Diagram of the dynamics of the Iron Triangle of United States politics

In United States politics, the "iron triangle" comprises the policy-making relationship between Congressional committees, the Federal bureaucracy, and special interest groups, in particular, the military–industrial complex. This use of the term derives from the book The Iron Triangle: The Politics of Defense Contracting by national security policy analyst Gordon Adams, published in 1981.

== Central assumption ==
Central to the concept of an iron triangle is the assumption that bureaucratic agencies, as political entities, seek to create and consolidate their own power base.

In this view, the power of an agency (such as State-owned enterprises of the United States, Independent agencies of the United States government or Regulatory agency) is determined by its constituency, not by its consumers. (For these purposes, "constituents" are politically active members sharing a common interest or goal; consumers are the expected recipients of goods or services provided by a governmental bureaucracy and often are identified in an agency's written goals or mission statement.)

Apparent bureaucratic dysfunction may be attributable to the alliances formed between the agency and its constituency. The official goals of an agency may appear to be thwarted or ignored altogether, at the expense of the citizenry it is designed to serve.

== Cultivation of constituency ==
The necessity for a bureaucratic institution to establish a strong support base often results in the institution fostering ties with a specific group within its policy jurisdiction. This is accomplished by identifying potential allies that could significantly enhance its power in the political sphere, utilizing their civic intelligence to leverage collective social capital.

Notably, within the more junior tiers of the bureaucracy, the intended recipients of an agency's services may not possess significant influence, resulting in their perception as ineffective supporters. Large portions of the general public, whose interests are widespread, may lack political engagement, demonstrate inconsistent voting behaviors, suffer from disorganization or inertia, and frequently lack financial strength or resources.

In contrast, private entities or advocacy groups, including 501(c) and 527 organizations, often wield substantial power. These groups typically have robust organization, considerable resources, high mobilization capacity, and are highly active in political endeavors, evidenced by their voting patterns, campaign contributions, lobbying activities, and even initiating legislation.

Therefore, an agency might find it advantageous to shift its attention away from its designated service recipients towards a strategically chosen group of supporters. This enables the agency to pursue its objective of increasing its political clout.

== Dynamics ==

In the United States, power is exercised in the Congress, and, particularly, in congressional committees and subcommittees. By aligning itself with selected constituencies, an agency may be able to affect policy outcomes directly in these committees and subcommittees. This is where an iron triangle may manifest itself.

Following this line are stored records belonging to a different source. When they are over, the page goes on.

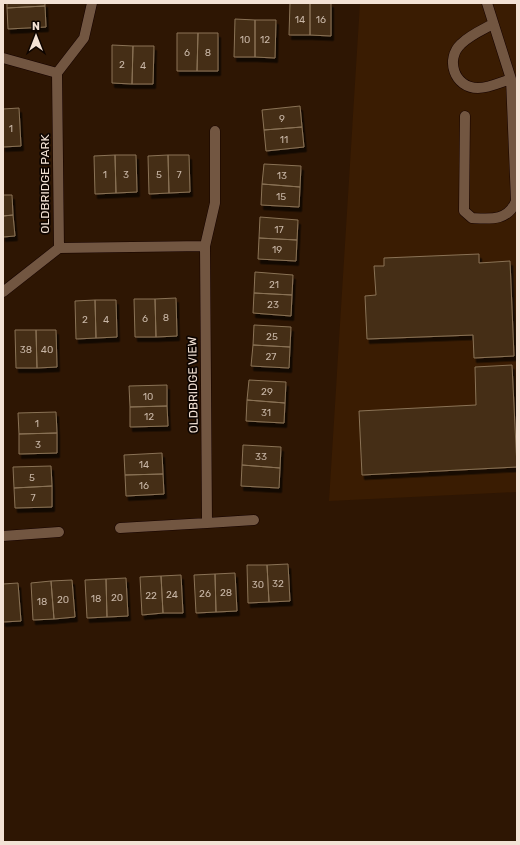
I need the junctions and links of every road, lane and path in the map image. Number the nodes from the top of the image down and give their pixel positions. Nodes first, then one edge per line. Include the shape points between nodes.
1 (92, 3) edge
2 (486, 3) edge
3 (493, 24) junction
4 (3, 58) edge
5 (57, 73) junction
6 (511, 79) junction
7 (465, 116) dead end
8 (215, 131) dead end
9 (205, 246) junction
10 (59, 248) junction
11 (3, 292) edge
12 (254, 520) dead end
13 (207, 523) junction
14 (120, 528) dead end
15 (59, 532) dead end
16 (3, 536) edge

1 - 5 street via 84,38
2 - 3 street
3 - 6 street
3 - 6 street via 460,44 452,61 453,70 465,85 477,88
4 - 5 street
5 - 10 street, OLDBRIDGE PARK
6 - 7 street via 516,201 503,217 472,218 464,211
8 - 9 street, OLDBRIDGE VIEW via 215,204
9 - 10 street
9 - 13 street, OLDBRIDGE VIEW
10 - 11 street, OLDBRIDGE PARK
12 - 13 street
13 - 14 street
15 - 16 street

The image above displays the concept.

- At one corner of the triangle are interest groups (constituencies) and non-state actors. These are the powerful interest groups that influence Congressional votes in their favor and can sufficiently influence the re-election of a member of Congress in return for support of their programs.
- At another corner sit members of Congress who also seek to align themselves with a constituency for political and electoral support. These congressional members support legislation that advances an interest group's agenda.
- Occupying the third corner of the triangle are bureaucrats, who often are pressured by the same powerful interest groups their agency is designated to regulate, and in some cases have close ties to the regulated industry.

The result is a three-way, stable alliance that sometimes is called a "sub-government" because of its durability, impregnability, and power to determine policy.

An iron triangle relationship can result in regulatory capture, the passing of very narrow, pork-barrel policies that benefit a small segment of the population. The interests of the agency's constituency (the interest groups) are met, while the needs of consumers (which may be the general public) are passed over.

That public administration may result in benefiting a small segment of the public in this way, may be viewed as problematic for the popular concept of democracy if the general welfare of all citizens is sacrificed for very specific interests. This is especially so if the passed legislation neglects or reverses the original purpose for which the agency was established. The Regulatory Capture Prevention Act of 2011 - Establishes the Office of Regulatory Integrity in the Office of Management and Budget (OMB), requires investigation when it involves:

1. Agency action or inaction that fails to advance the mission of the agency or is otherwise inimical to the public interest
2. Regulation, licensing, adjudication, grants, or other agency action that favors a limited number of economic interests or is otherwise inimical to the public interest
3. Enforcement priorities that are not reasonably calculated to accomplish regulatory goals; and
4. A loss of confidence in the integrity of the regulatory process.

Some maintain to the contrary, that such arrangements are natural outgrowths of, and not discordant with, the democratic process, since they frequently involve a majority block of voters implementing their will—through their elected representatives in government.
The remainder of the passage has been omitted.